“AIDS: se lo conosci lo eviti, se lo conosci non ti uccide” era lo spot che negli anni Ottanta impazzava in TV, sui giornali e persino sui francobolli per mettere in guardia i cittadini dai pericoli del contagio da HIV, il virus che causa l’AIDS, per il quale non esisteva nessuna cura.
Freddie Mercury, Rudolf Nuriev, Rock Hudson, Anthony Perkins, Youri Egorov, Ofra Haza, Dario Bellezza sono solo alcuni dei personaggi pubblici che sono morti di AIDS nei decenni scorsi quando la malattia non dava scampo. Ma la ricerca è andata avanti, forse meno la consapevolezza del rischio, e oggi grazie a terapie all’avanguardia, l’HIV è diventata una malattia cronica alla stregua di tante altre quali il diabete, l’asma o l’epilessia.
L’HIV, acronimo di Human Immunodeficiency Virus, è un virus umano che causa l’immunodeficienza, indebolendo il sistema immunitario e favorendo l’insorgenza di malattie, le cosiddette infezioni opportunistiche, che sfruttano cioè la debolezza del corpo per manifestarsi. Di qui l’altro acronimo, AIDS, Acquired Immune Deficiency Sindrome, che è lo stadio più avanzato degli effetti del virus nel corpo, una sindrome, definita quale complesso di sintomi, obiettivi e soggettivi, che caratterizza un determinato quadro clinico.
L’HIV è un retrovirus, con un meccanismo replicativo unico che, entrando nel corpo umano, trasforma il suo RNA in un doppio filamento di DNA che si inserisce all’interno delle cellule, sfuggendo al sistema immunitario e demolendolo progressivamente attraverso la distruzione dei linfociti T di tipo CD4. Poiché sfugge al sistema immunitario chi incontra l’HIV non accusa sintomi di nessun genere, fino alle manifestazioni di eventuali infezioni opportunistiche.
La disinformazione sull’HIV e lo stigma contro chi ne è infetto sono ancora oggi molto diffusi, tanto che spesso le persone non sanno neanche come si trasmette. Il virus dell’HIV si passa essenzialmente attraverso il sangue e lo sperma. Le vie principali di trasmissione sono l’uso di aghi infetti e i rapporti sessuali non potetti tra un soggetto HIV+ e un soggetto sano.

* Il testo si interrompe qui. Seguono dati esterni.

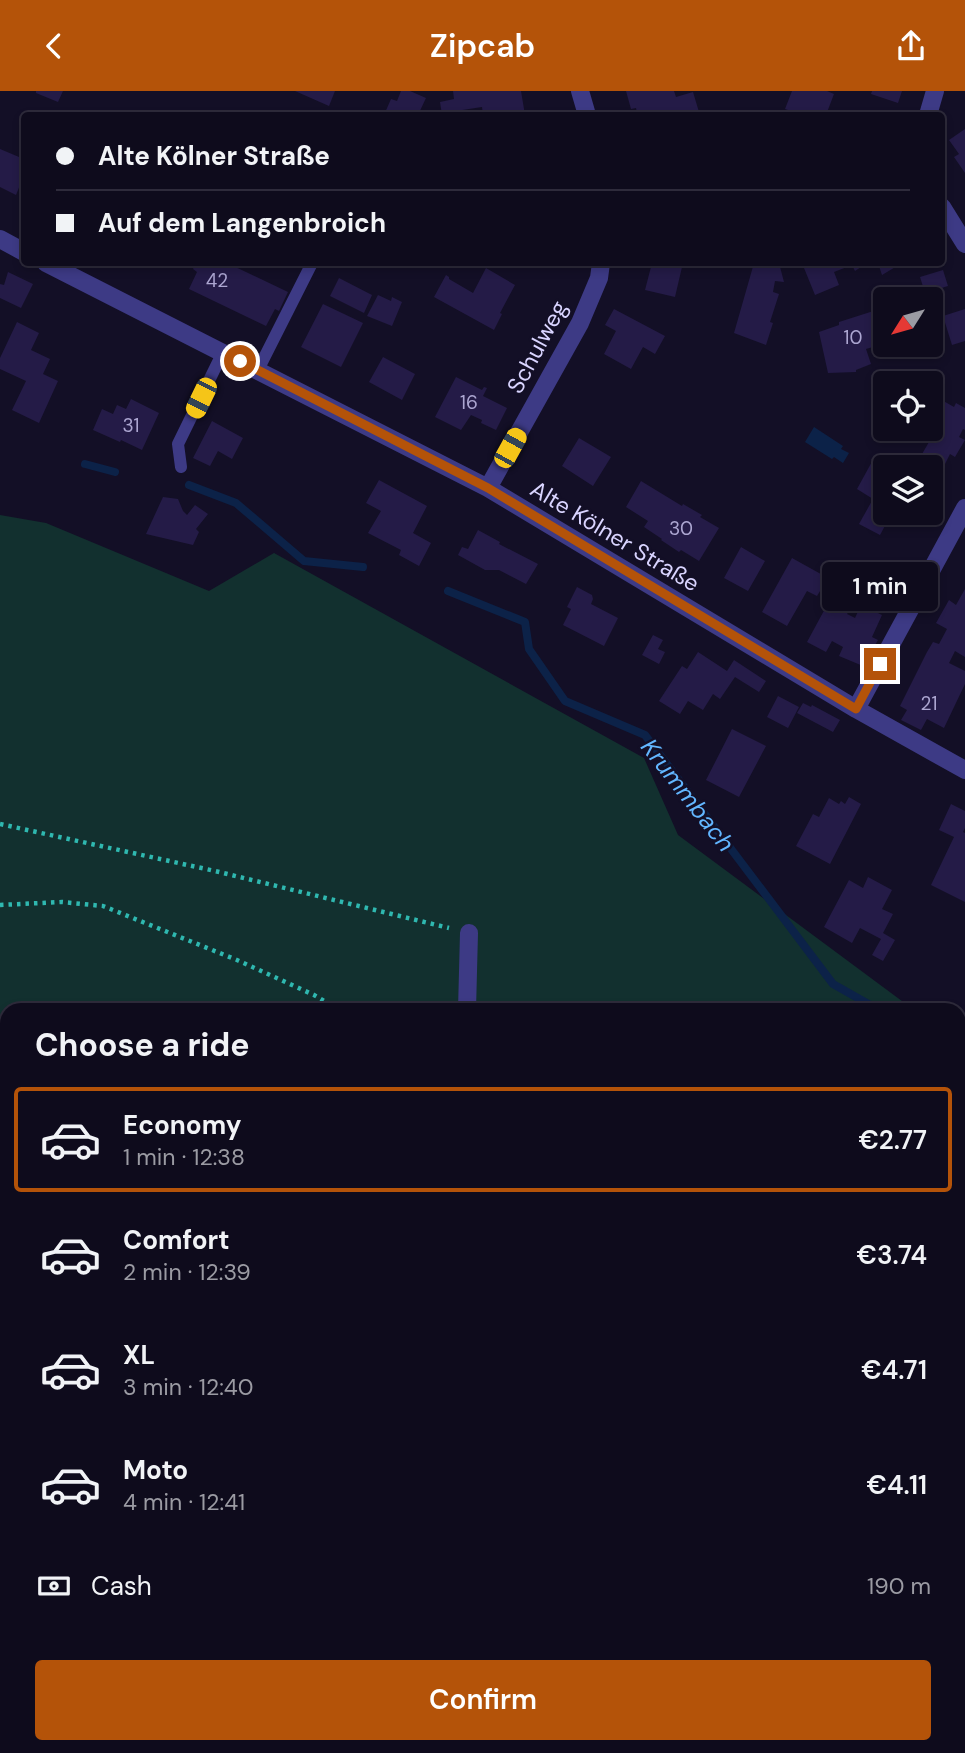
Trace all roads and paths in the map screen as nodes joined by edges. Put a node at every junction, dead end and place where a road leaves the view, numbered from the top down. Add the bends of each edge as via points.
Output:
1 (580, 91) edge
2 (935, 91) edge
3 (586, 112) edge
4 (929, 112) edge
5 (945, 212) edge
6 (0, 239) edge
7 (965, 244) edge
8 (21, 250) edge
9 (52, 266) edge
10 (310, 266) edge
11 (601, 266) edge
12 (223, 352) junction
13 (258, 370) junction
14 (181, 467) dead end
15 (488, 488) junction
16 (965, 508) edge
17 (856, 709) junction
18 (965, 770) edge
19 (0, 824) edge
20 (0, 905) edge
21 (469, 933) joint
22 (328, 1003) edge
23 (467, 1003) edge

1 - 3 street
2 - 4 street
5 - 7 street
6 - 8 street
9 - 12 street, Alte Kölner Straße
10 - 13 lane
11 - 15 street, Schulweg via 580,323
12 - 13 street, Alte Kölner Straße
12 - 14 lane via 178,444
13 - 15 street, Alte Kölner Straße
15 - 17 street, Alte Kölner Straße
16 - 17 street
17 - 18 street, Alte Kölner Straße
19 - 21 path
20 - 22 path via 62,902 103,906
21 - 23 street

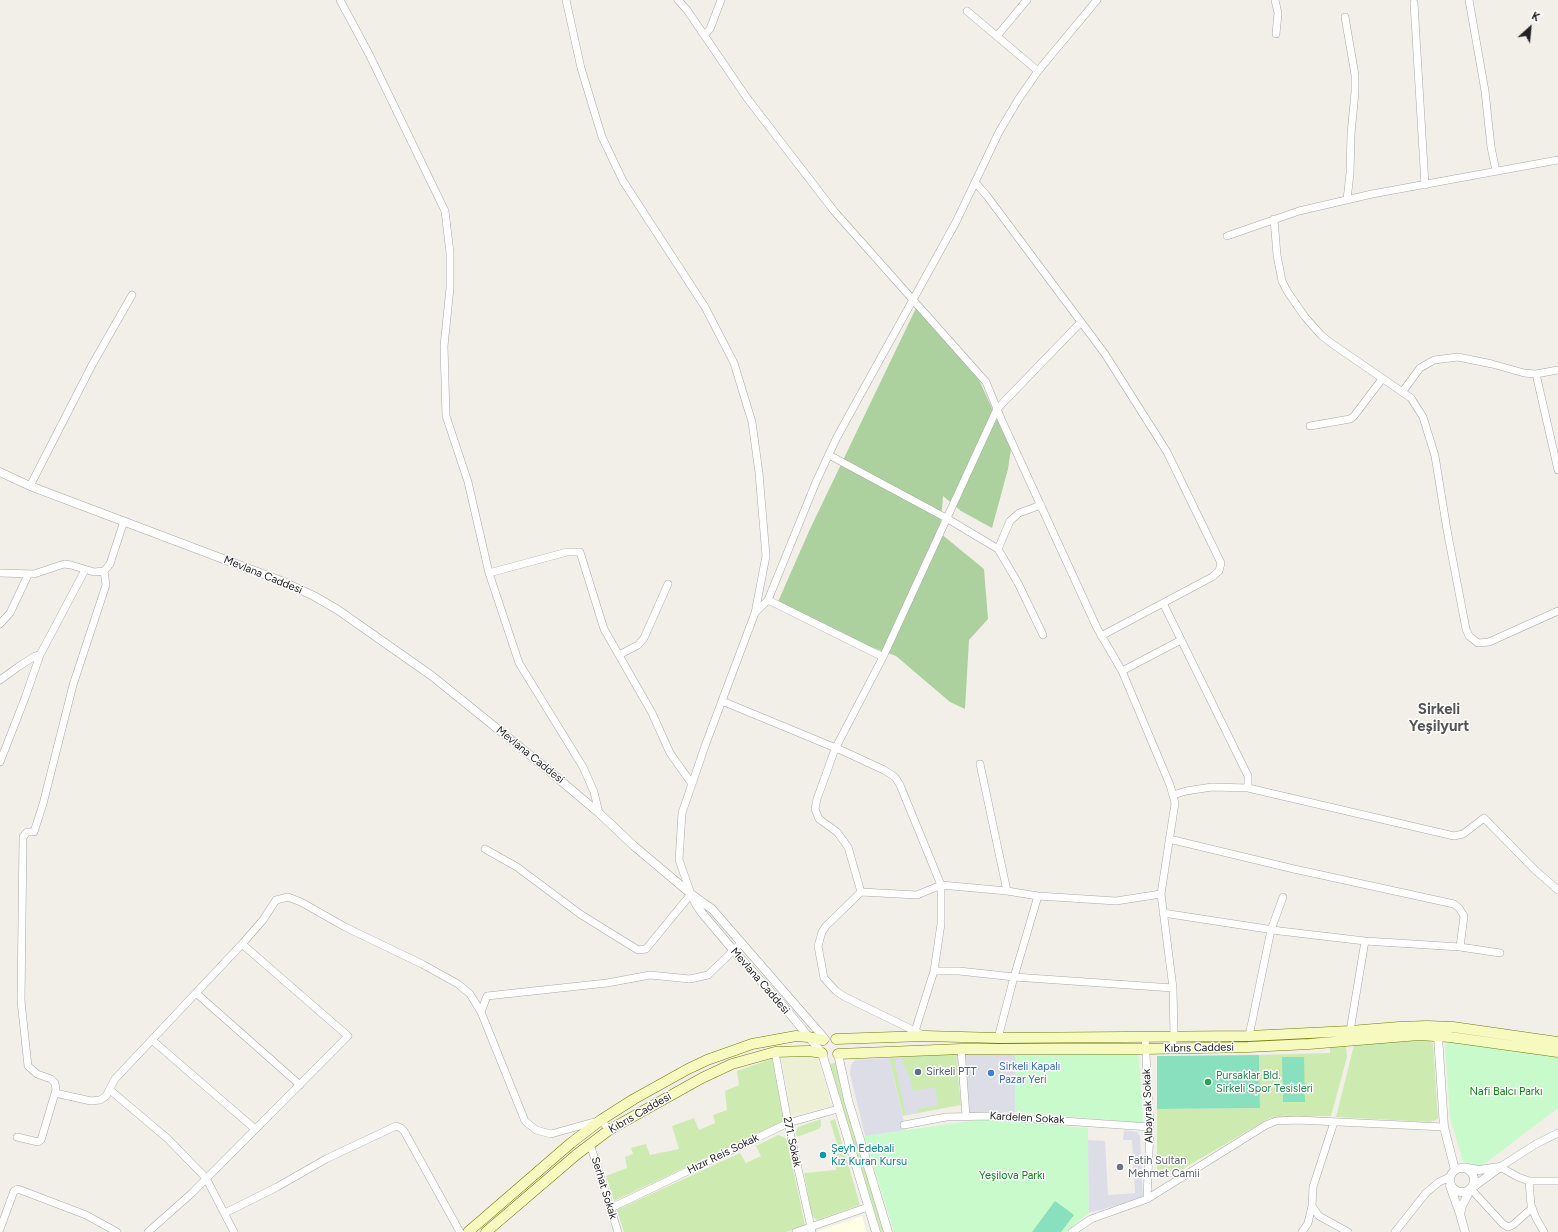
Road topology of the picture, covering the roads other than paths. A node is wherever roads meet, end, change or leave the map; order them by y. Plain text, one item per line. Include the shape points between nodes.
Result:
1 (340, 0) edge
2 (566, 0) edge
3 (678, 0) edge
4 (722, 0) edge
5 (1027, 0) edge
6 (1097, 0) edge
7 (1275, 0) edge
8 (1469, 0) edge
9 (1414, 3) dead end
10 (967, 11) dead end
11 (1345, 16) dead end
12 (1276, 34) dead end
13 (704, 36) junction
14 (997, 36) junction
15 (1038, 71) junction
16 (1558, 160) edge
17 (1496, 171) junction
18 (975, 182) junction
19 (1425, 185) junction
20 (1347, 200) junction
21 (1274, 219) junction
22 (1227, 236) dead end
23 (132, 296) dead end
24 (912, 300) junction
25 (1081, 322) junction
26 (1558, 370) edge
27 (1536, 374) junction
28 (1382, 379) junction
29 (1403, 391) junction
30 (998, 409) junction
31 (1310, 426) dead end
32 (829, 455) junction
33 (1558, 470) edge
34 (0, 472) edge
35 (30, 486) junction
36 (1041, 505) junction
37 (948, 519) junction
38 (124, 520) junction
39 (998, 549) junction
40 (85, 570) junction
41 (104, 571) junction
42 (0, 573) edge
43 (489, 573) junction
44 (28, 575) junction
45 (668, 584) dead end
46 (768, 600) junction
47 (1163, 603) junction
48 (1558, 611) edge
49 (755, 613) junction
50 (0, 624) edge
51 (1043, 635) dead end
52 (1101, 636) junction
53 (1181, 640) junction
54 (40, 655) junction
55 (619, 655) junction
56 (883, 656) junction
57 (1122, 670) junction
58 (0, 680) edge
59 (722, 701) junction
60 (835, 749) junction
61 (0, 762) edge
62 (980, 764) dead end
63 (692, 784) junction
64 (1248, 788) junction
65 (1173, 795) junction
66 (599, 813) junction
67 (1169, 838) junction
68 (485, 850) dead end
69 (941, 885) junction
70 (1558, 890) edge
71 (1008, 891) junction
72 (861, 892) junction
73 (691, 894) junction
74 (1161, 894) junction
75 (1038, 896) junction
76 (1283, 896) dead end
77 (1163, 913) junction
78 (1271, 930) junction
79 (1365, 941) junction
80 (741, 943) junction
81 (242, 944) junction
82 (1460, 947) junction
83 (734, 951) junction
84 (1500, 953) dead end
85 (934, 971) junction
86 (1014, 977) junction
87 (1173, 988) junction
88 (196, 993) junction
89 (481, 1012) junction
90 (914, 1031) junction
91 (1350, 1031) junction
92 (925, 1036) junction
93 (1174, 1036) junction
94 (1249, 1036) junction
95 (1438, 1036) junction
96 (808, 1037) junction
97 (1144, 1037) junction
98 (998, 1038) junction
99 (824, 1039) junction
100 (836, 1039) junction
101 (152, 1040) junction
102 (1558, 1042) edge
103 (1172, 1048) junction
104 (961, 1049) junction
105 (1146, 1049) junction
106 (775, 1052) junction
107 (1558, 1052) edge
108 (822, 1053) junction
109 (838, 1054) junction
110 (300, 1085) junction
111 (110, 1090) junction
112 (55, 1093) junction
113 (838, 1109) junction
114 (966, 1116) junction
115 (601, 1120) junction
116 (1334, 1122) junction
117 (788, 1123) junction
118 (904, 1125) dead end
119 (1150, 1126) junction
120 (1444, 1127) junction
121 (256, 1129) junction
122 (609, 1130) junction
123 (1558, 1133) edge
124 (17, 1137) dead end
125 (590, 1144) junction
126 (1466, 1168) junction
127 (1500, 1168) junction
128 (1452, 1176) junction
129 (206, 1178) junction
130 (1529, 1181) junction
131 (1558, 1182) edge
132 (1471, 1189) junction
133 (1147, 1199) junction
134 (1312, 1206) junction
135 (868, 1207) junction
136 (611, 1208) junction
137 (1532, 1208) junction
138 (225, 1213) junction
139 (1460, 1214) junction
140 (811, 1229) edge
141 (0, 1230) edge
142 (117, 1232) edge
143 (148, 1232) edge
144 (234, 1232) edge
145 (460, 1232) edge
146 (468, 1232) edge
147 (486, 1232) edge
148 (618, 1232) edge
149 (796, 1232) edge
150 (876, 1232) edge
151 (888, 1232) edge
152 (1072, 1232) edge
153 (1302, 1232) edge
154 (1348, 1232) edge
155 (1395, 1232) edge
156 (1466, 1232) edge
157 (1544, 1232) edge

1 - 43 street via 446,211 450,253 450,288 444,346 446,416 468,482
2 - 49 street via 581,68 602,137 623,181 705,307 734,363 752,422 766,556
3 - 13 street
4 - 13 street via 710,29
5 - 14 street
6 - 15 street
7 - 12 street via 1278,13
8 - 17 street
9 - 19 street
10 - 14 street
11 - 20 street via 1355,75
13 - 24 street via 747,98 834,211
14 - 15 street
15 - 18 street via 999,132
16 - 17 street
17 - 19 street
18 - 24 street via 956,222
18 - 25 street
19 - 20 street
20 - 21 street
21 - 22 street
21 - 28 street via 1278,267 1287,291 1305,318 1321,335
23 - 35 street via 92,365
24 - 30 street via 986,382
24 - 32 street
25 - 30 street
25 - 47 street via 1105,354 1167,452 1221,563 1219,571 1212,577
26 - 27 street
27 - 29 street via 1458,357 1434,360 1420,368
27 - 33 street
28 - 29 street
28 - 31 street via 1350,419
29 - 48 street via 1412,398 1423,417 1435,456 1469,636 1478,643 1489,642
30 - 36 street
30 - 37 street
32 - 37 street
32 - 46 street
34 - 35 street, Mevlana Caddesi
35 - 38 street, Mevlana Caddesi
36 - 39 street via 1019,514 1010,521
36 - 52 street
37 - 39 street
37 - 56 street
38 - 41 street via 110,564
38 - 66 street, Mevlana Caddesi via 284,582 338,610 432,676
39 - 51 street
40 - 41 street via 97,573
40 - 44 street via 64,564
40 - 54 street
41 - 112 street via 106,585 71,692 43,804 34,832 27,832 23,837 21,1001 28,1066 37,1074 51,1079 55,1083
42 - 44 street
43 - 55 street via 567,552 580,552 604,629
43 - 66 street via 519,663 583,767 594,792
44 - 50 street via 10,613
45 - 55 street via 644,638 638,645
46 - 49 street
46 - 56 street
47 - 52 street
47 - 53 street
49 - 59 street
52 - 57 street
53 - 57 street
53 - 64 street via 1248,776
54 - 58 street
54 - 61 street
55 - 63 street via 652,713 670,753
56 - 60 street
57 - 65 street
59 - 60 street
59 - 63 street
60 - 69 street via 884,770 898,781
60 - 72 street via 816,799 815,809 819,818 841,837 848,847
62 - 71 street
63 - 73 street via 682,813 679,860
64 - 65 street via 1212,787
64 - 70 street via 1454,836 1464,834 1484,818
65 - 67 street via 1175,803
66 - 73 street, Mevlana Caddesi
67 - 74 street
67 - 82 street via 1454,904 1464,916
68 - 73 street via 517,867 580,914 638,950 646,949
69 - 71 street
69 - 72 street via 917,895
69 - 85 street via 941,924
71 - 75 street
72 - 90 street via 822,932 818,946 824,978 836,992
73 - 80 street via 712,909
73 - 83 street, Mevlana Caddesi via 696,904
74 - 75 street via 1116,901
74 - 77 street
75 - 86 street
76 - 78 street
77 - 78 street
77 - 87 street
78 - 79 street
78 - 94 street
79 - 82 street
79 - 91 street
80 - 83 street
80 - 99 street
81 - 88 street
81 - 89 street via 276,900 291,898 458,984 470,994
81 - 110 street via 348,1036
82 - 84 street
83 - 89 street via 708,975 690,979 650,975 607,983 487,996
83 - 96 street, Mevlana Caddesi
85 - 86 street
85 - 90 street
86 - 87 street
86 - 98 street
87 - 93 street
88 - 101 street
88 - 110 street
89 - 115 street via 525,1121 536,1130 551,1134
90 - 92 street
91 - 94 main road
91 - 102 main road via 1399,1026 1438,1026
92 - 98 main road
92 - 100 main road
93 - 94 main road
93 - 97 main road
93 - 103 street
95 - 103 main road, Kıbrıs Caddesi via 1397,1036 1278,1046
95 - 107 main road, Kıbrıs Caddesi
95 - 120 street
96 - 99 main road
96 - 108 street, Mevlana Caddesi
96 - 115 main road via 783,1038 752,1044 707,1060
97 - 98 main road
97 - 105 street, Albayrak Sokak
99 - 100 main road
99 - 108 main road via 820,1048
100 - 109 main road via 840,1044
101 - 111 street via 115,1079
101 - 121 street
103 - 105 main road, Kıbrıs Caddesi
104 - 105 main road, Kıbrıs Caddesi
104 - 109 main road, Kıbrıs Caddesi
104 - 114 street
105 - 119 street, Albayrak Sokak
106 - 108 main road, Kıbrıs Caddesi
106 - 117 street, 271. Sokak
106 - 122 main road, Kıbrıs Caddesi via 717,1070
108 - 109 main road via 830,1057
108 - 113 street, Mevlana Caddesi
109 - 151 street via 848,1100
110 - 121 street
111 - 112 street via 103,1098 94,1101
111 - 129 street via 168,1139
112 - 124 street via 41,1140 38,1142
113 - 117 street, Hızır Reis Sokak
113 - 135 street, Mevlana Caddesi
114 - 118 street, Kardelen Sokak
114 - 119 street, Kardelen Sokak via 1016,1116
115 - 122 street
115 - 146 main road
116 - 120 street
116 - 133 street via 1283,1120 1270,1123
116 - 134 street via 1313,1187
117 - 136 street, Hızır Reis Sokak
117 - 140 street, 271. Sokak
119 - 133 street, Albayrak Sokak
120 - 128 street
121 - 129 street
122 - 125 main road, Kıbrıs Caddesi
123 - 127 street
125 - 136 street, Serhat Sokak
125 - 147 main road, Kıbrıs Caddesi
126 - 127 street
126 - 128 street via 1458,1168
126 - 132 street via 1474,1176
127 - 130 street
127 - 132 street
128 - 132 street via 1451,1186 1457,1192
128 - 139 street via 1450,1186
128 - 155 street via 1439,1182 1426,1193
129 - 138 street
129 - 143 street
130 - 131 street
130 - 137 street
132 - 137 street via 1508,1227 1513,1226
132 - 139 street
133 - 152 street via 1091,1219
134 - 153 street via 1308,1223
134 - 154 street via 1319,1216
135 - 140 street
135 - 150 street, Mevlana Caddesi
136 - 148 street, Serhat Sokak
137 - 157 street
138 - 144 street
138 - 145 street via 326,1159 396,1126 404,1131
139 - 156 street
140 - 149 street
141 - 142 street via 14,1190 18,1189 86,1215

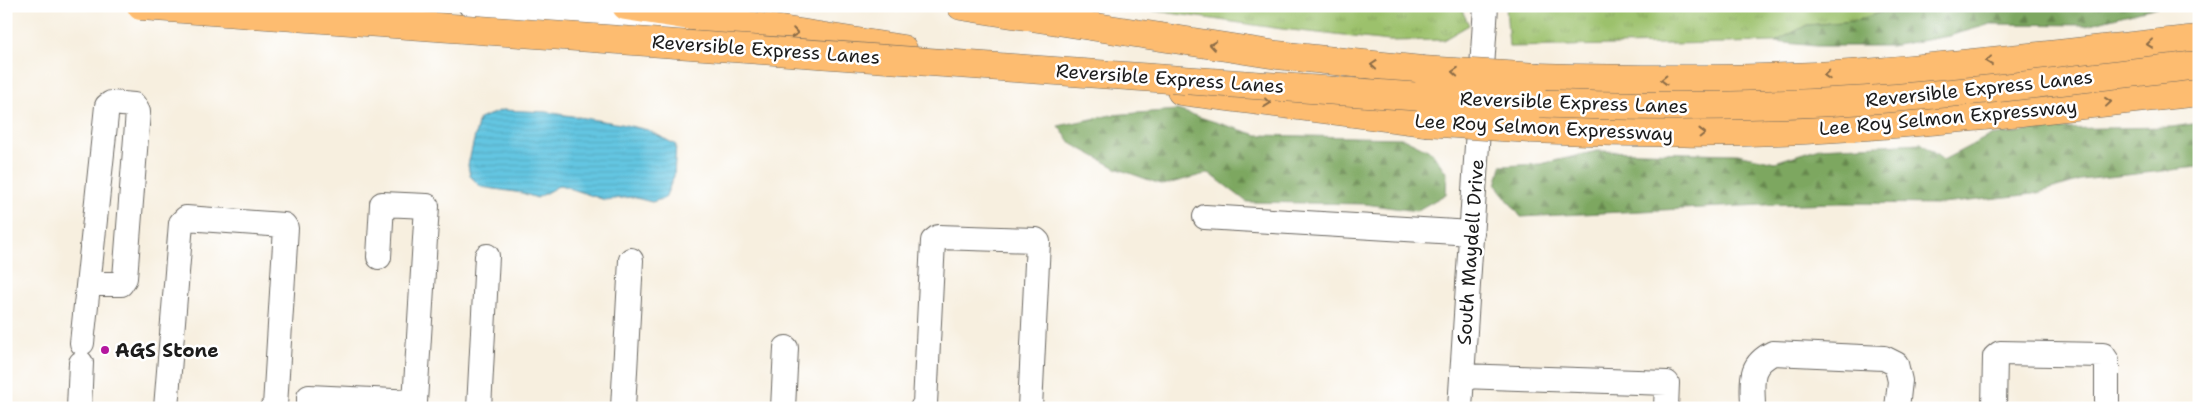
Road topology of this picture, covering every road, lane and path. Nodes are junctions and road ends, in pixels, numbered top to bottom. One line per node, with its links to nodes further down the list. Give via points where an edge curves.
1 (141, 6): 8 (highway, Reversible Express Lanes, bridge, via 1451,98 1616,106 1850,101)
2 (471, 6): 6 (street, via 688,27)
3 (626, 6): 6 (highway, Lee Roy Selmon Expressway)
4 (961, 6): 7 (highway, one-way to 4, bridge, via 1834,74 1645,80 1422,70 1277,55)
5 (1486, 8): 11 (street, South Maydell Drive)
6 (756, 27): 9 (highway, Lee Roy Selmon Expressway, one-way to 9, bridge, via 1238,99 1425,122 1531,129 1684,133 1835,128)
7 (2199, 38)
8 (2199, 65)
9 (2199, 92)
10 (1205, 217): 11 (street)
11 (1472, 233): 17 (street, South Maydell Drive)
12 (487, 256): 23 (street)
13 (379, 257): 18 (street, via 382,204 428,206)
14 (631, 260): 24 (street)
15 (89, 284): 15 (street, via 107,106 111,103 134,105 138,112 125,278 121,284); 19 (street)
16 (786, 348): 25 (street)
17 (1462, 376): 30 (street, South Maydell Drive); 31 (street, via 1667,383)
18 (415, 405): 22 (street, via 309,397)
19 (79, 408)
20 (166, 408): 21 (street, via 181,223 186,218 284,225 286,228 275,406)
21 (272, 408)
22 (309, 408)
23 (479, 408)
24 (623, 408)
25 (783, 408)
26 (904, 408): 27 (street)
27 (912, 408)
28 (922, 408): 29 (street, via 926,404 933,241 938,236 1038,242)
29 (1030, 408)
30 (1460, 408)
31 (1666, 408)
32 (1753, 408): 33 (street, via 1753,371 1761,359 1773,353 1884,358 1896,364 1900,381)
33 (1897, 408)
34 (1994, 408): 35 (street, via 1995,357 2000,353 2103,355 2108,361)
35 (2107, 408)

L’Istituto Superiore di Sanità sottolinea che il virus NON si trasmette attraverso strette di mano, abbracci, vestiti, baci, saliva, morsi, graffi, tosse, lacrime, sudore, muco, urina e feci, bicchieri, posate, piatti, sanitari, asciugamani e lenzuola, punture di insetti, né frequentando palestre, piscine, docce, saune e gabinetti, scuole, asili e luoghi di lavoro, ristoranti, bar, cinema e locali pubblici, mezzi di trasporto.
Rispetto all’anno precedente, nel 2022 i casi di contagio da HIV sono aumentati, facendo registrare circa 1888 nuove infezioni. Quasi il 60% di chi ha saputo di aver contratto l’HIV nel 2022 era in condizione clinica molto compromessa o addirittura in AIDS. Il motivo principale per cui le persone hanno eseguito il test è stata la comparsa di sintomi, se non di patologia AIDS correlate. La curva delle infezioni ha imboccato, da oltre un decennio, un deciso rallentamento per tutte le modalità di trasmissione; siamo così passati dalle 4.000 del 2012 alle 1880 del 2022 che, con i ritardi di notifica, si stima arriveranno a circa 2.000.
Segnalazioni di nuovi casi di HIV diminuiscono o restano stabili per tutte le età. tranne che per gli over 50 che registrano un aumento del 31,2% nel 2022. La fascia tra i 30 e i 39 anni ha l’incidenza più alta: 7,7 nuovi casi per 100.000. L’84% delle nuove diagnosi di HIV è dovuto a trasmissione sessuale, mentre lo scambio di droghe iniettabili rappresenta solo il 4,3%. I rapporti eterosessuali non protetti costituiscono il 43% delle nuove diagnosi. Il 31,6% dei nuovi contagiati sono stranieri e in specie donne eterosessuali.